Question

In: Finance

The management of a jewelry store plans to buy gold in the future and seeks protection...

The management of a jewelry store plans to buy gold in the future and seeks protection against an increase in the price of gold. The current price of gold is $352.40 per ounce. The futures price of gold is $397.80 per ounce. The number of ounces to be hedged is 1,000, and the number of ounces per futures contract is 100. Therefore, 10 contracts will be hedged.

Describe in detail the hedge created by the jewelry store. That is what actions would be taken and why?

Based on the information given in the question, describe the outcome in detail of this hedge if the price of gold is $304.20 per ounce and the price of the futures contract is $349.60 per ounce when the hedge is lifted.

Based on the information given in the question (not your answer above, but the original information), describe the outcome in detail of this hedge if the price of gold is $392.50 per ounce and the price of the futures contract is $437.90 per ounce when the hedge is lifted.

Solutions

Expert Solution

1) Describe in detail the hedge created by the jewelry store. That is what actions would be taken and why?

Inorder to Hedge the jewelry store needs to be eliminate the price risk by locking in todays price, below is the hedge details to lock the prices.

  • Buy Futures (Price rise will be eliminated by this)
  • Buy Gold after hedge is lifted

2) Based on the information given in the question, describe the outcome in detail of this hedge if the price of gold is $304.20 per ounce and the price of the futures contract is $349.60 per ounce when the hedge is lifted.

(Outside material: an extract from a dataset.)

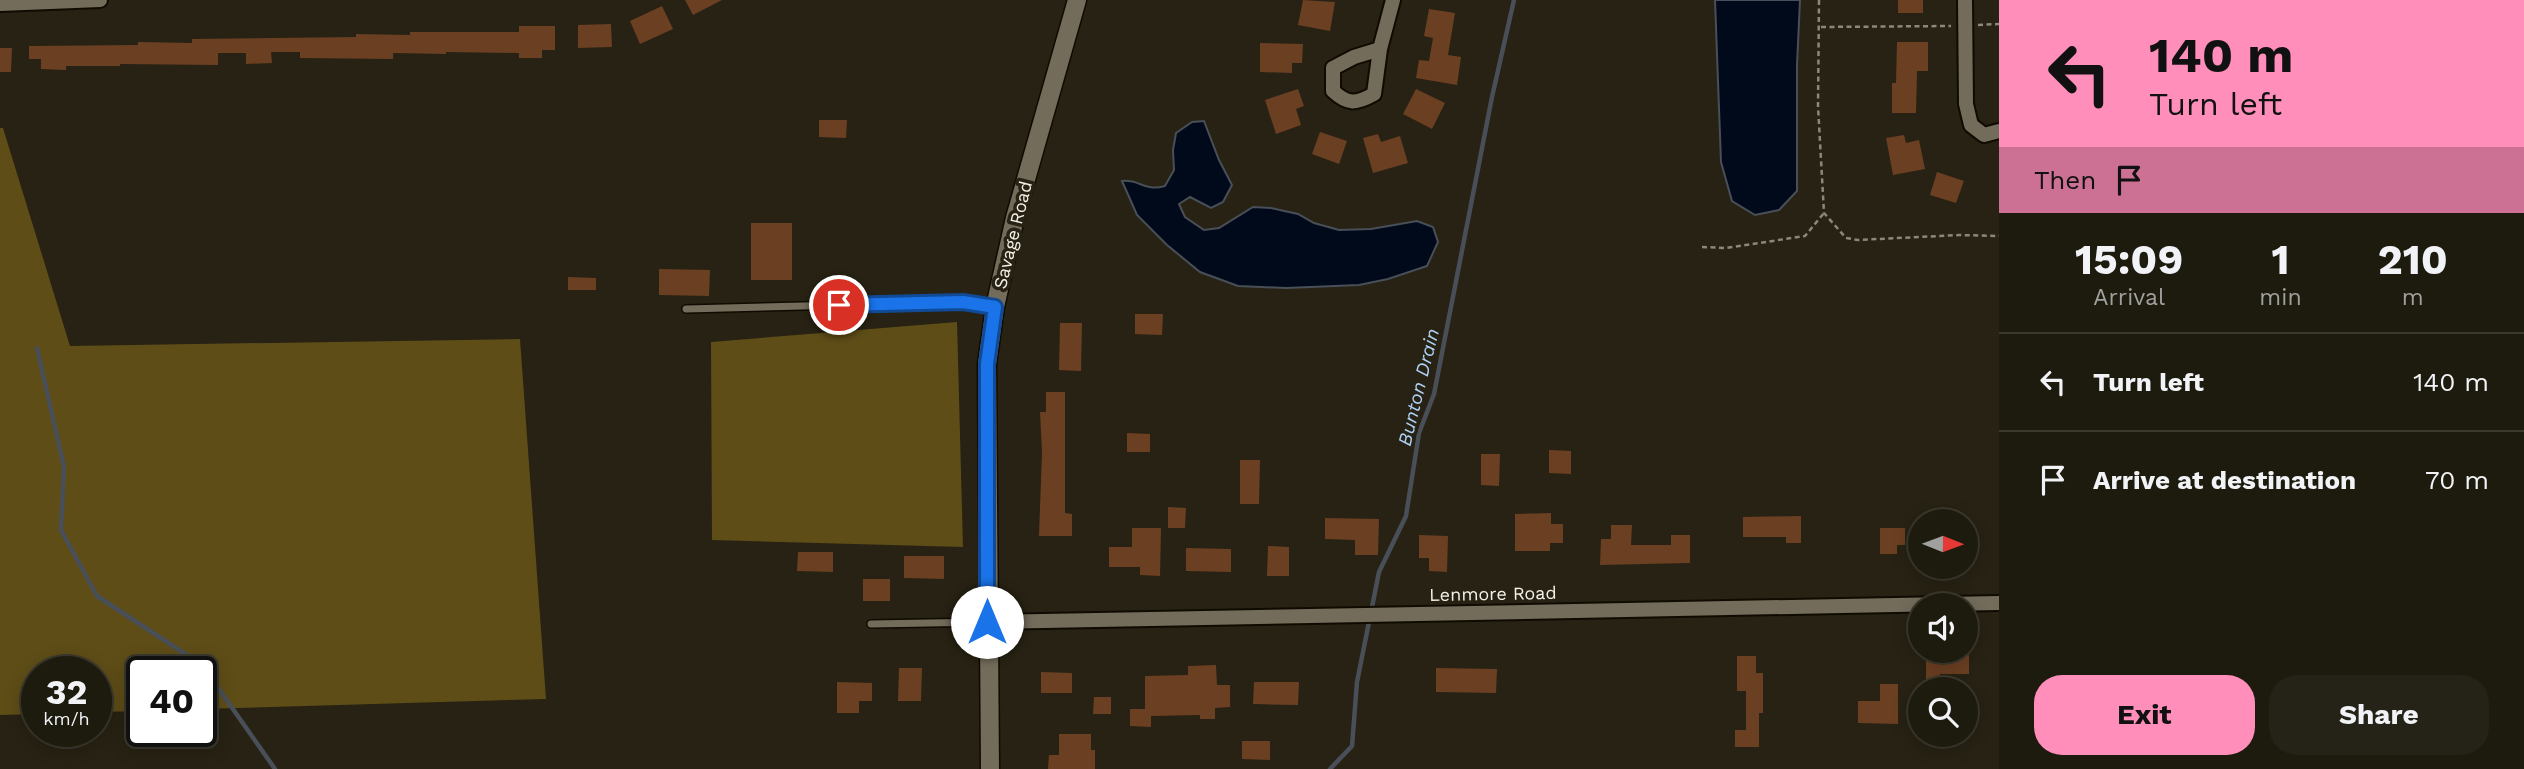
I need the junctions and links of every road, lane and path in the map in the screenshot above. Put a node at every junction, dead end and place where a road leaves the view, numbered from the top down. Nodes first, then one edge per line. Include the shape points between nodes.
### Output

Information at time of hedge (t = 0)

  • Cash price = $352.4
  • Futures price = $397.8

Information at end of hedge (t = When he wants to buy the gold in future)

  • Cash price = $304.2
  • Futures price = $349.6

Hedge details of the jewelery store:

Cash market:

  • At the time hedge is lifted value of 1,000 oz = 1000 * $ 304.2 = $ 304,200
  • At the time hedge is placed value of 1,000 oz = 1000 * $352.4 = $ 352,400
  • Summary (cash market) = 352,400 - 304,200 = 48,200 (Gain)
  • Instead of buying at 352.4 he bought it @ 304.2

Futures market:

  • Buy 10 futures, 10 * 100 * $ 349.60 = $ 349,600
  • Sell those 10 futures, 10 * 100 * $ 397.8 = $ 397,800
  • Summary (Futures market) = 349,600 - 397,800 = - $ 48,200 (Loss)

Therefore net position = $ 0, a perfect hedge.

3) Based on the information given in the question (not your answer above, but the original information), describe the outcome in detail of this hedge if the price of gold is $392.50 per ounce and the price of the futures contract is $437.90 per ounce when the hedge is lifted.

Information at time of hedge (t = 0)

  • Cash price = $352.4
  • Futures price = $397.8

Information at end of hedge (t = When he wants to buy the gold in future)

  • Cash price = $392.5
  • Futures price = $437.9

Hedge outcome details:

Cash Market:

  • At the time hedge is placed value of 1,000 oz = 1000 * $352.4 = $ 352,400
  • At the time hedge is lifted value of 1,000 oz = 1000 * $ 392.5 = $ 392,500
  • Summary (cash market) = 392,500 - 352,400 = 40,100 (gain)

Futures market:

  • Buy 10 futures, 10 * 100 * $ 437.9 = $ 437,900
  • Short 10 futures, 10 * 100 * $ 397.8 = $ 397,800
  • Summary (Futures market) = 397,800 - 437,900= - $ 40,100 (Loss)

Therefore net position = $ 0, a perfect hedge.